A chamada à colação do que consta da motivação de recurso em nada infirma essa asserção. Pelo contrário, ao articular juízo de violação pela decisão condenatória do disposto nos artigos 355.º do CPP e 70.º, 71.º e 348.º do Código Penal, resulta ainda mais nítido que a imputação de desconformidade constitucional é dirigida ao ato de julgamento, em si mesmo considerado, e não a ilegitimidade constitucional de regra ou padrão orientador e regulador de condutas e comportamentos.
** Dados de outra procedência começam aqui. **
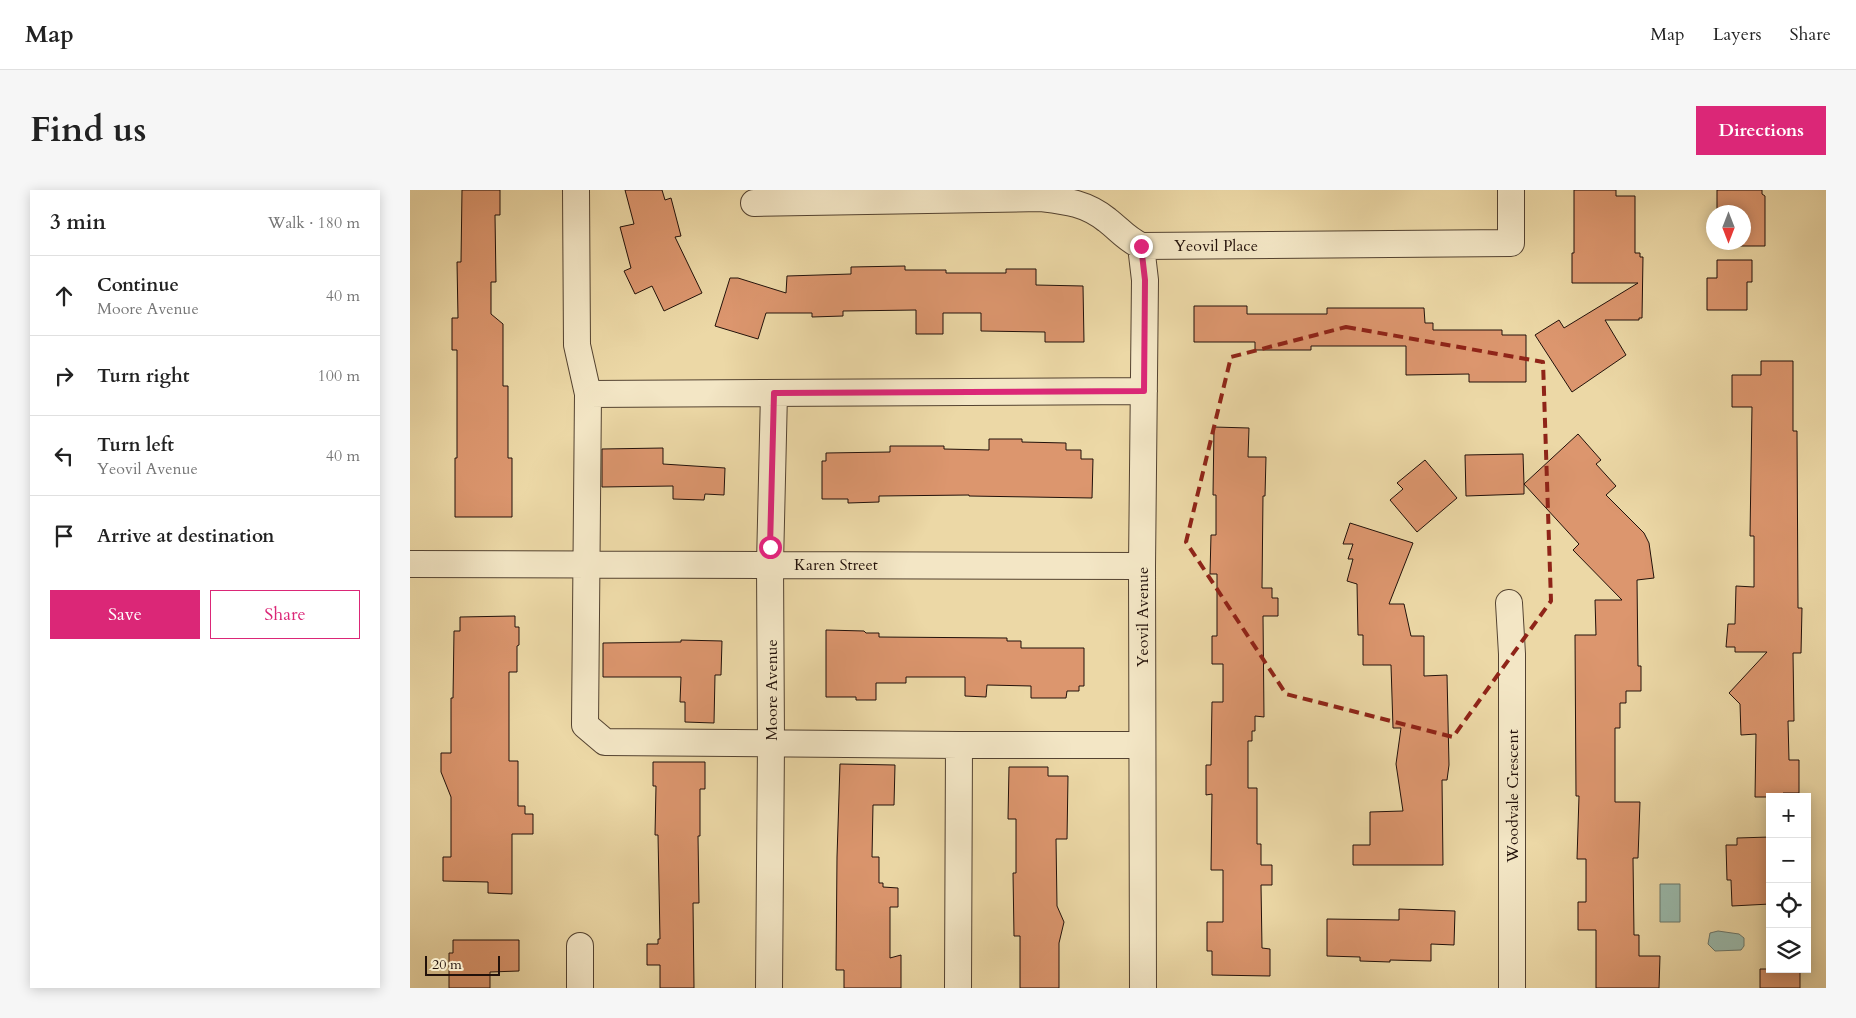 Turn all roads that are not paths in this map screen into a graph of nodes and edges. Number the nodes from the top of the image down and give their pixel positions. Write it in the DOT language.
graph roads {
  1 [pos="576,190"];
  2 [pos="1512,190"];
  3 [pos="754,203"];
  4 [pos="1141,246"];
  5 [pos="1144,391"];
  6 [pos="774,393"];
  7 [pos="588,394"];
  8 [pos="410,564"];
  9 [pos="586,564"];
  10 [pos="770,564"];
  11 [pos="1142,566"];
  12 [pos="1509,604"];
  13 [pos="771,743"];
  14 [pos="959,745"];
  15 [pos="1142,745"];
  16 [pos="580,946"];
  17 [pos="580,988"];
  18 [pos="769,988"];
  19 [pos="958,988"];
  20 [pos="1143,988"];
  21 [pos="1512,988"];
  1 -- 7 [label="street"];
  2 -- 4 [label="street, Yeovil Place"];
  3 -- 4 [label="street"];
  4 -- 5 [label="street, Yeovil Avenue"];
  5 -- 6 [label="street"];
  5 -- 11 [label="street, Yeovil Avenue"];
  6 -- 7 [label="street"];
  6 -- 10 [label="street, Moore Avenue"];
  7 -- 9 [label="street"];
  8 -- 9 [label="street, Karen Street"];
  9 -- 10 [label="street, Karen Street"];
  9 -- 13 [label="street"];
  10 -- 11 [label="street, Karen Street"];
  10 -- 13 [label="street, Moore Avenue"];
  11 -- 15 [label="street, Yeovil Avenue"];
  12 -- 21 [label="street, Woodvale Crescent"];
  13 -- 14 [label="street"];
  13 -- 18 [label="street, Moore Avenue"];
  14 -- 15 [label="street"];
  14 -- 19 [label="street"];
  15 -- 20 [label="street, Yeovil Avenue"];
  16 -- 17 [label="street"];
} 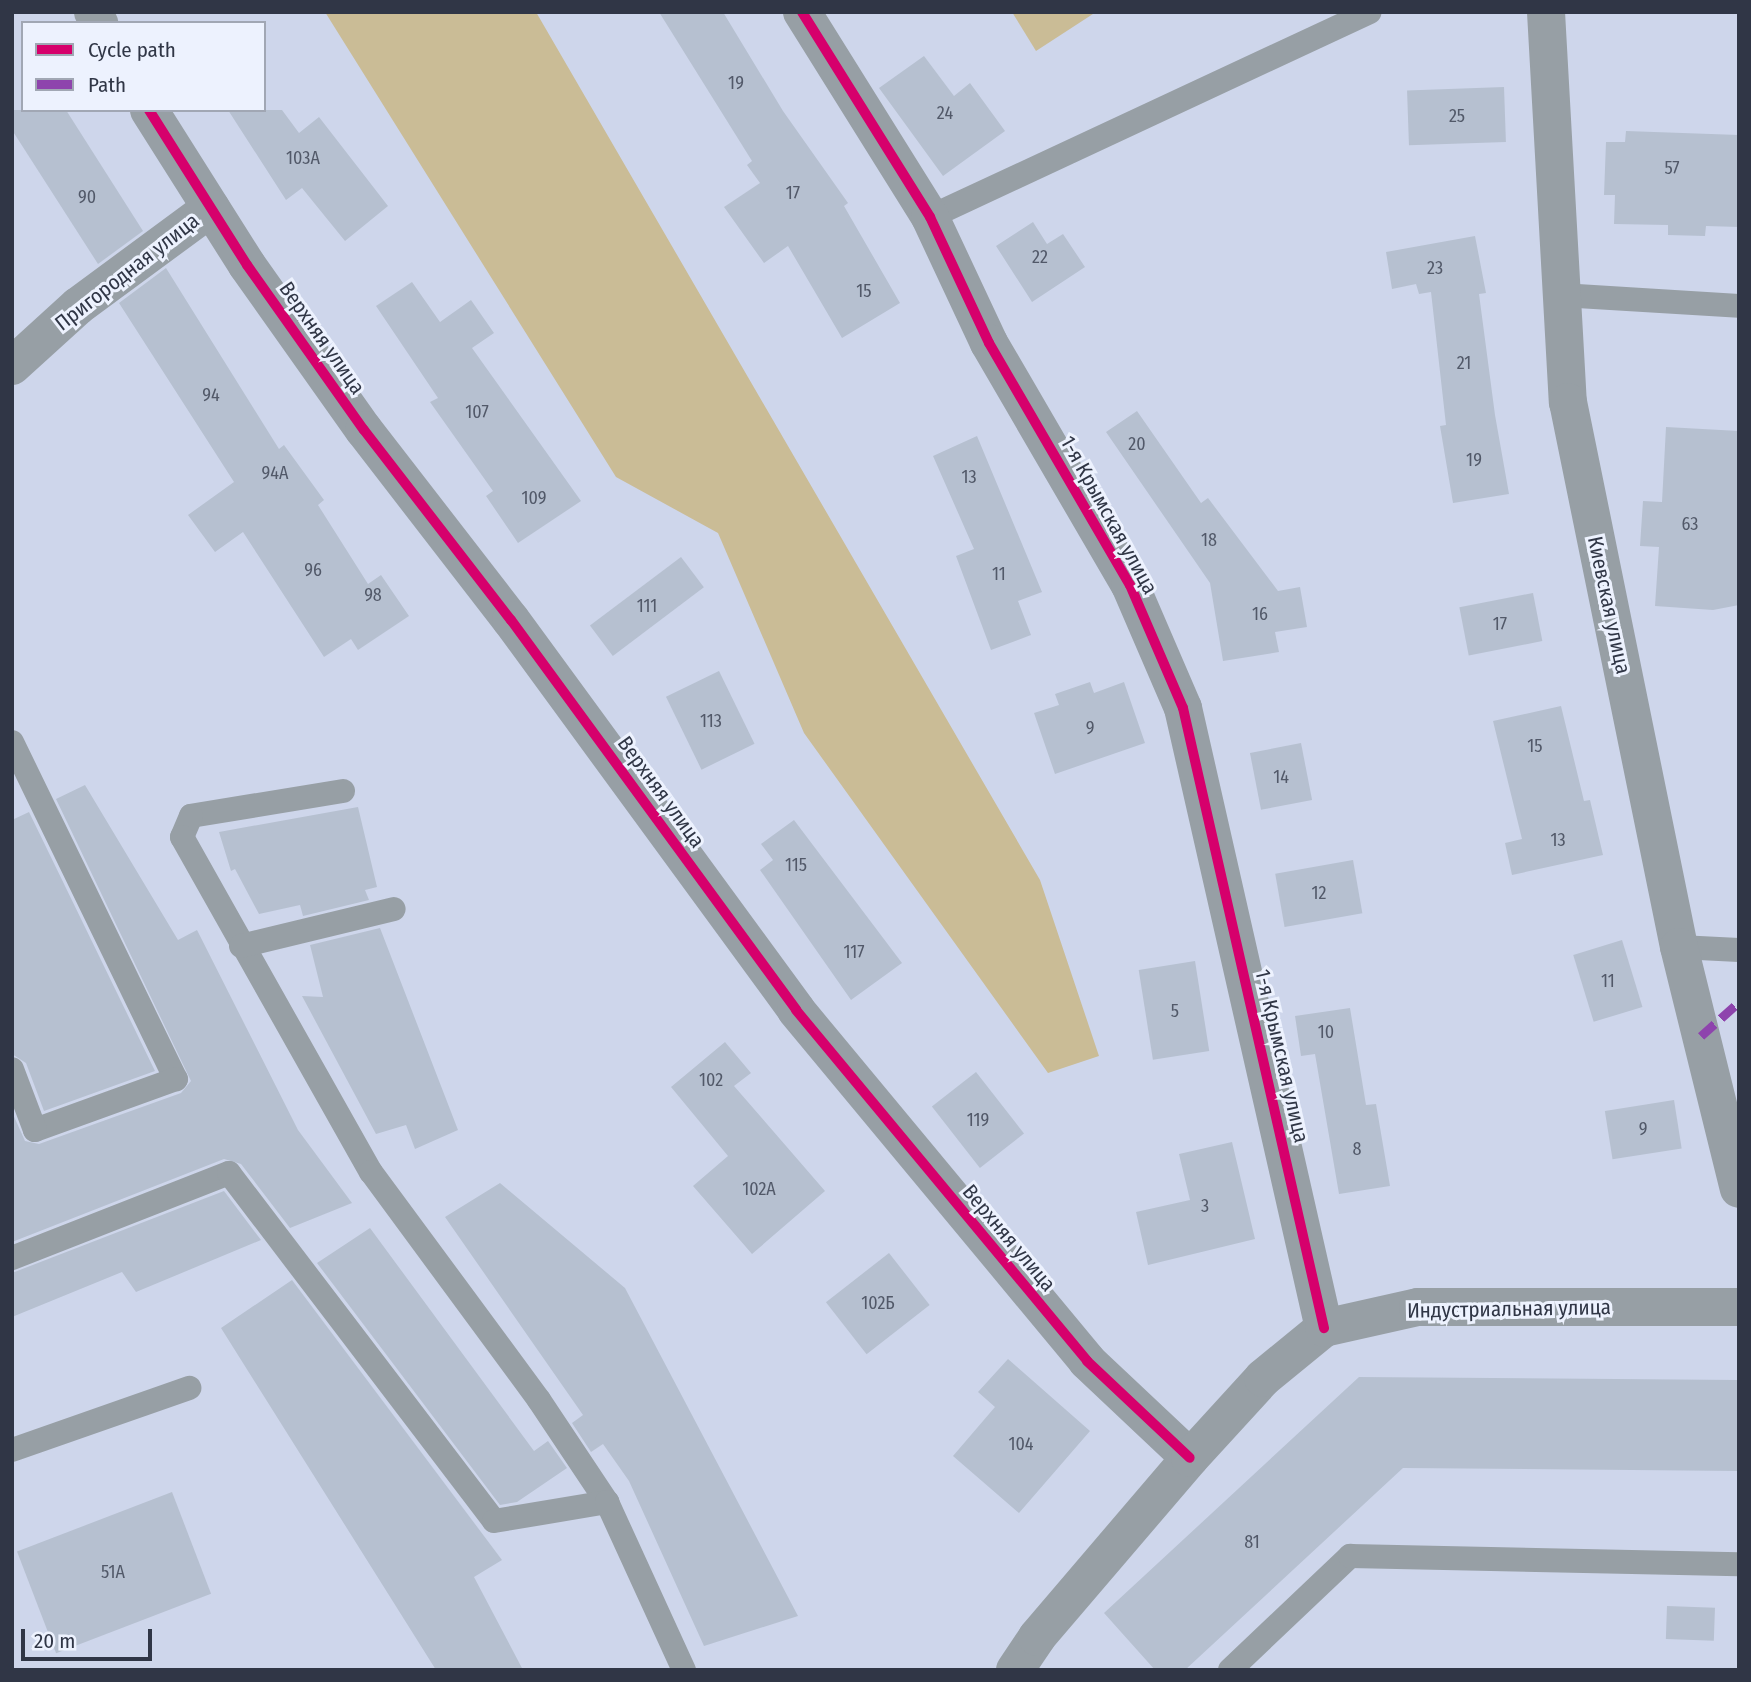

E, como se refere na decisão sumária, não cabe ao Tribunal Constitucional apreciar o mérito da interpretação e aplicação do direito infraconstitucional feita pelos demais tribunais.
Merece, pois, confirmação a decisão sumária que, com fundamento na sua inidoneidade, não conheceu do objeto do recurso.
III. Decisão
7. Nos termos e pelos fundamentos expostos, decide-se indeferir a presente reclamação e confirmar a decisão sumária reclamada.
8. Custas pelo reclamante, fixando-se a taxa de justiça em 20 (vinte) unidades de conta, tendo em atenção os critérios seguidos por este Tribunal e a dimensão do impulso desenvolvido.
Notifique.
Lisboa, 10 de maio de 2013. – Fernando Vaz Ventura – Pedro Machete – Joaquim de Sousa Ribeiro.